— What is required —
The data should be transcribed in its entirety, word for word.

— Source records —

--- START ---

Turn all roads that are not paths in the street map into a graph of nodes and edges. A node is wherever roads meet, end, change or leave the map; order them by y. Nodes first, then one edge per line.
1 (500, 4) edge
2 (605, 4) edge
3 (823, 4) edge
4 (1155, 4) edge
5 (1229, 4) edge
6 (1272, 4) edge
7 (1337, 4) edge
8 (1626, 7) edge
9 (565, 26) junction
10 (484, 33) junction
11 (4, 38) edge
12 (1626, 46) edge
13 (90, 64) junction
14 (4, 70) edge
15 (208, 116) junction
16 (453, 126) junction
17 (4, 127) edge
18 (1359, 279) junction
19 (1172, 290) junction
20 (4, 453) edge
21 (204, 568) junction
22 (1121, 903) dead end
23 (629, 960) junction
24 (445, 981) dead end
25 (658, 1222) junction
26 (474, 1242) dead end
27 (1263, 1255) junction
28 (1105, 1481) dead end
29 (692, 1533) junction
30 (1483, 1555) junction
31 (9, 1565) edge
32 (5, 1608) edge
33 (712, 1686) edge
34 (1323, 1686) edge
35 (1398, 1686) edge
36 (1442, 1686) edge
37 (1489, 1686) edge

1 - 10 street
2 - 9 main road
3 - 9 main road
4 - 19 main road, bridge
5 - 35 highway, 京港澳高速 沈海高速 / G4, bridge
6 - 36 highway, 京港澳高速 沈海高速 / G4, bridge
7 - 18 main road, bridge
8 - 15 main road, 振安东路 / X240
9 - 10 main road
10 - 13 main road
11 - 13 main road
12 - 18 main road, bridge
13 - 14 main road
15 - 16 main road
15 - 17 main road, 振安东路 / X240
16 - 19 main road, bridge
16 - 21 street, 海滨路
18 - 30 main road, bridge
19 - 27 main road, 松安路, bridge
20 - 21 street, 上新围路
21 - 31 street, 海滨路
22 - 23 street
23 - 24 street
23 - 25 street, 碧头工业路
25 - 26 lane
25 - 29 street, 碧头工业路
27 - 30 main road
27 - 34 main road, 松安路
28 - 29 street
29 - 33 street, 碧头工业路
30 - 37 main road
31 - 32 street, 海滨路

--- END ---

— Answer section —
Turn all roads that are not paths in the street map into a graph of nodes and edges. A node is wherever roads meet, end, change or leave the map; order them by y. Nodes first, then one edge per line.
1 (500, 4) edge
2 (605, 4) edge
3 (823, 4) edge
4 (1155, 4) edge
5 (1229, 4) edge
6 (1272, 4) edge
7 (1337, 4) edge
8 (1626, 7) edge
9 (565, 26) junction
10 (484, 33) junction
11 (4, 38) edge
12 (1626, 46) edge
13 (90, 64) junction
14 (4, 70) edge
15 (208, 116) junction
16 (453, 126) junction
17 (4, 127) edge
18 (1359, 279) junction
19 (1172, 290) junction
20 (4, 453) edge
21 (204, 568) junction
22 (1121, 903) dead end
23 (629, 960) junction
24 (445, 981) dead end
25 (658, 1222) junction
26 (474, 1242) dead end
27 (1263, 1255) junction
28 (1105, 1481) dead end
29 (692, 1533) junction
30 (1483, 1555) junction
31 (9, 1565) edge
32 (5, 1608) edge
33 (712, 1686) edge
34 (1323, 1686) edge
35 (1398, 1686) edge
36 (1442, 1686) edge
37 (1489, 1686) edge

1 - 10 street
2 - 9 main road
3 - 9 main road
4 - 19 main road, bridge
5 - 35 highway, 京港澳高速 沈海高速 / G4, bridge
6 - 36 highway, 京港澳高速 沈海高速 / G4, bridge
7 - 18 main road, bridge
8 - 15 main road, 振安东路 / X240
9 - 10 main road
10 - 13 main road
11 - 13 main road
12 - 18 main road, bridge
13 - 14 main road
15 - 16 main road
15 - 17 main road, 振安东路 / X240
16 - 19 main road, bridge
16 - 21 street, 海滨路
18 - 30 main road, bridge
19 - 27 main road, 松安路, bridge
20 - 21 street, 上新围路
21 - 31 street, 海滨路
22 - 23 street
23 - 24 street
23 - 25 street, 碧头工业路
25 - 26 lane
25 - 29 street, 碧头工业路
27 - 30 main road
27 - 34 main road, 松安路
28 - 29 street
29 - 33 street, 碧头工业路
30 - 37 main road
31 - 32 street, 海滨路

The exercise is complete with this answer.